--- Exercise aim ---
Copy out the data below as written; omit any images.

--- Data for the task ---
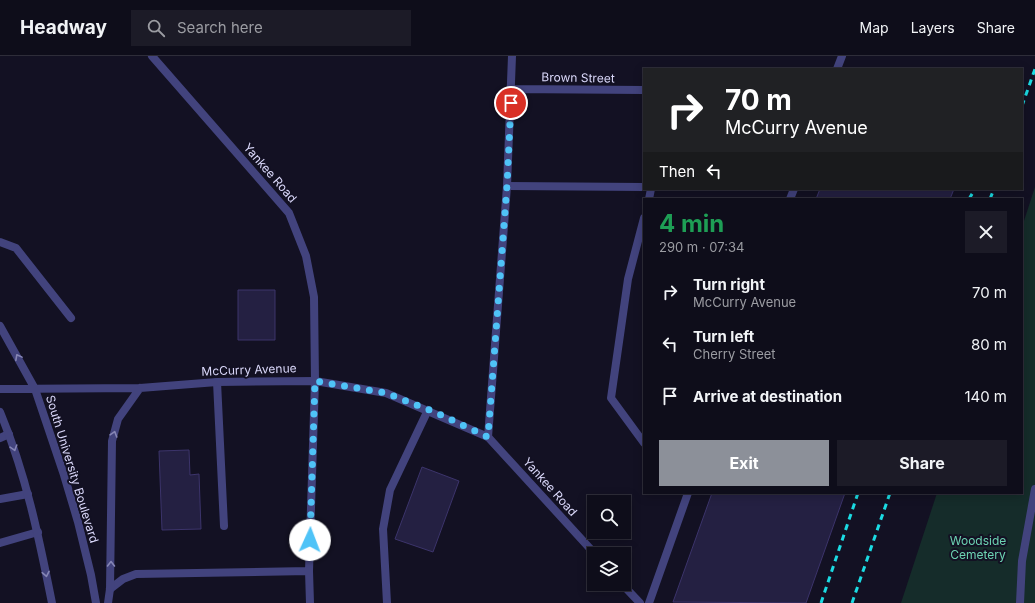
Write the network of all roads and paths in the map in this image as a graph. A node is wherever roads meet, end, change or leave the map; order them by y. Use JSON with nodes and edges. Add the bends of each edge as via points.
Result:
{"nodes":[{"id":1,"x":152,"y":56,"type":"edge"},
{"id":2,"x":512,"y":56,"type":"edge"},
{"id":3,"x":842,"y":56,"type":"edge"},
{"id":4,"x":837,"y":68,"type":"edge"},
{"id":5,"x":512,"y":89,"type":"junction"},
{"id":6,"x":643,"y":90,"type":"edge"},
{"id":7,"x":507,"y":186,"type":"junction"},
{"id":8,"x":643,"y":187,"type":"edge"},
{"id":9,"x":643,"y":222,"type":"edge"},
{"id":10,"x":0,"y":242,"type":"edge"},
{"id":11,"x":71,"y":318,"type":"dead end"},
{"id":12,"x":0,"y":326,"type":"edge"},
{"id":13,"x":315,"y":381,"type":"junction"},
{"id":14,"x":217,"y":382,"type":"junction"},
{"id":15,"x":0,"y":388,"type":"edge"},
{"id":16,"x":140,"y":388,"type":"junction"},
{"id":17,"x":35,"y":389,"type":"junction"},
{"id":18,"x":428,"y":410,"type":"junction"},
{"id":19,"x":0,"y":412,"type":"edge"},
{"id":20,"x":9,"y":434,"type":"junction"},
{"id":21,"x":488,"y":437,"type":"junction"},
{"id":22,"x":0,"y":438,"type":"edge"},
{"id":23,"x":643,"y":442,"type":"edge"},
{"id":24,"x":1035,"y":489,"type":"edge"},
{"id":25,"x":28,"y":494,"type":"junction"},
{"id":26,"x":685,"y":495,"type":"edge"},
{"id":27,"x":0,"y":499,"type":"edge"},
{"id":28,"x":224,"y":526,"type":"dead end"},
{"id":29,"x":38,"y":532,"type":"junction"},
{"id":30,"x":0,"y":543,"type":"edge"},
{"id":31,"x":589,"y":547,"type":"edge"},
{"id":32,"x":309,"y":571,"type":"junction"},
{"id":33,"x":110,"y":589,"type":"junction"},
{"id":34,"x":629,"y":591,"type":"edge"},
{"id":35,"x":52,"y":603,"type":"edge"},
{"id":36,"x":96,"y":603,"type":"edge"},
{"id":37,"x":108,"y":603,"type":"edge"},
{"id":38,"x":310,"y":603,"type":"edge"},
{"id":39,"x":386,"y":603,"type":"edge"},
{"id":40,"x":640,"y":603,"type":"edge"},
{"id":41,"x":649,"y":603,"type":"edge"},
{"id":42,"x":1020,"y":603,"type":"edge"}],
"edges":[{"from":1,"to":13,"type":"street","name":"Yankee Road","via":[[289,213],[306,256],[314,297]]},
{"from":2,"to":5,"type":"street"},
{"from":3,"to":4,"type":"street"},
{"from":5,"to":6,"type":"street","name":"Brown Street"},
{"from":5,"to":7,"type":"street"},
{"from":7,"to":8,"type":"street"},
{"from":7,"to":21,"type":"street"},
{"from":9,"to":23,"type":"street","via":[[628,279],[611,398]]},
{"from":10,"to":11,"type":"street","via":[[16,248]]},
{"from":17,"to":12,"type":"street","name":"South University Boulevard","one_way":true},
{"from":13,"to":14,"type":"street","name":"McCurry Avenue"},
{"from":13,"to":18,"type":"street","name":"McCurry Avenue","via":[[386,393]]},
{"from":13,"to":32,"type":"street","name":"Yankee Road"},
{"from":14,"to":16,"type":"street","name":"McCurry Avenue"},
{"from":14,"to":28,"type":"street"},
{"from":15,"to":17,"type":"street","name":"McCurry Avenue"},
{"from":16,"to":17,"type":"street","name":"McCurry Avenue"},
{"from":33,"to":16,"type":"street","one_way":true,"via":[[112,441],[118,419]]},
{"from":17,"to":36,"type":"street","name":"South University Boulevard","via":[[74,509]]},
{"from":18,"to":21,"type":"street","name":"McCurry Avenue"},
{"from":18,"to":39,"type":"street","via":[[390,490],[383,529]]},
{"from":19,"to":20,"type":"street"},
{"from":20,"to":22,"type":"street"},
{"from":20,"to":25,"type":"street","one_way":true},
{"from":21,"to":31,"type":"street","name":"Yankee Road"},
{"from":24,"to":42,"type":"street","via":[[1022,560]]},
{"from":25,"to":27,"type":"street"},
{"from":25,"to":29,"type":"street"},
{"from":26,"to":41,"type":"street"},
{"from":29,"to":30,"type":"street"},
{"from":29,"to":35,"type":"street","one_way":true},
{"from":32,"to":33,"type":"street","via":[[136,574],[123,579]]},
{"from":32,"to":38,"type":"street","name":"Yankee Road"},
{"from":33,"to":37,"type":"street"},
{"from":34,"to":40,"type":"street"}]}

--- Written response ---
Write the network of all roads and paths in the map in this image as a graph. A node is wherever roads meet, end, change or leave the map; order them by y. Use JSON with nodes and edges. Add the bends of each edge as via points.
Result:
{"nodes":[{"id":1,"x":152,"y":56,"type":"edge"},
{"id":2,"x":512,"y":56,"type":"edge"},
{"id":3,"x":842,"y":56,"type":"edge"},
{"id":4,"x":837,"y":68,"type":"edge"},
{"id":5,"x":512,"y":89,"type":"junction"},
{"id":6,"x":643,"y":90,"type":"edge"},
{"id":7,"x":507,"y":186,"type":"junction"},
{"id":8,"x":643,"y":187,"type":"edge"},
{"id":9,"x":643,"y":222,"type":"edge"},
{"id":10,"x":0,"y":242,"type":"edge"},
{"id":11,"x":71,"y":318,"type":"dead end"},
{"id":12,"x":0,"y":326,"type":"edge"},
{"id":13,"x":315,"y":381,"type":"junction"},
{"id":14,"x":217,"y":382,"type":"junction"},
{"id":15,"x":0,"y":388,"type":"edge"},
{"id":16,"x":140,"y":388,"type":"junction"},
{"id":17,"x":35,"y":389,"type":"junction"},
{"id":18,"x":428,"y":410,"type":"junction"},
{"id":19,"x":0,"y":412,"type":"edge"},
{"id":20,"x":9,"y":434,"type":"junction"},
{"id":21,"x":488,"y":437,"type":"junction"},
{"id":22,"x":0,"y":438,"type":"edge"},
{"id":23,"x":643,"y":442,"type":"edge"},
{"id":24,"x":1035,"y":489,"type":"edge"},
{"id":25,"x":28,"y":494,"type":"junction"},
{"id":26,"x":685,"y":495,"type":"edge"},
{"id":27,"x":0,"y":499,"type":"edge"},
{"id":28,"x":224,"y":526,"type":"dead end"},
{"id":29,"x":38,"y":532,"type":"junction"},
{"id":30,"x":0,"y":543,"type":"edge"},
{"id":31,"x":589,"y":547,"type":"edge"},
{"id":32,"x":309,"y":571,"type":"junction"},
{"id":33,"x":110,"y":589,"type":"junction"},
{"id":34,"x":629,"y":591,"type":"edge"},
{"id":35,"x":52,"y":603,"type":"edge"},
{"id":36,"x":96,"y":603,"type":"edge"},
{"id":37,"x":108,"y":603,"type":"edge"},
{"id":38,"x":310,"y":603,"type":"edge"},
{"id":39,"x":386,"y":603,"type":"edge"},
{"id":40,"x":640,"y":603,"type":"edge"},
{"id":41,"x":649,"y":603,"type":"edge"},
{"id":42,"x":1020,"y":603,"type":"edge"}],
"edges":[{"from":1,"to":13,"type":"street","name":"Yankee Road","via":[[289,213],[306,256],[314,297]]},
{"from":2,"to":5,"type":"street"},
{"from":3,"to":4,"type":"street"},
{"from":5,"to":6,"type":"street","name":"Brown Street"},
{"from":5,"to":7,"type":"street"},
{"from":7,"to":8,"type":"street"},
{"from":7,"to":21,"type":"street"},
{"from":9,"to":23,"type":"street","via":[[628,279],[611,398]]},
{"from":10,"to":11,"type":"street","via":[[16,248]]},
{"from":17,"to":12,"type":"street","name":"South University Boulevard","one_way":true},
{"from":13,"to":14,"type":"street","name":"McCurry Avenue"},
{"from":13,"to":18,"type":"street","name":"McCurry Avenue","via":[[386,393]]},
{"from":13,"to":32,"type":"street","name":"Yankee Road"},
{"from":14,"to":16,"type":"street","name":"McCurry Avenue"},
{"from":14,"to":28,"type":"street"},
{"from":15,"to":17,"type":"street","name":"McCurry Avenue"},
{"from":16,"to":17,"type":"street","name":"McCurry Avenue"},
{"from":33,"to":16,"type":"street","one_way":true,"via":[[112,441],[118,419]]},
{"from":17,"to":36,"type":"street","name":"South University Boulevard","via":[[74,509]]},
{"from":18,"to":21,"type":"street","name":"McCurry Avenue"},
{"from":18,"to":39,"type":"street","via":[[390,490],[383,529]]},
{"from":19,"to":20,"type":"street"},
{"from":20,"to":22,"type":"street"},
{"from":20,"to":25,"type":"street","one_way":true},
{"from":21,"to":31,"type":"street","name":"Yankee Road"},
{"from":24,"to":42,"type":"street","via":[[1022,560]]},
{"from":25,"to":27,"type":"street"},
{"from":25,"to":29,"type":"street"},
{"from":26,"to":41,"type":"street"},
{"from":29,"to":30,"type":"street"},
{"from":29,"to":35,"type":"street","one_way":true},
{"from":32,"to":33,"type":"street","via":[[136,574],[123,579]]},
{"from":32,"to":38,"type":"street","name":"Yankee Road"},
{"from":33,"to":37,"type":"street"},
{"from":34,"to":40,"type":"street"}]}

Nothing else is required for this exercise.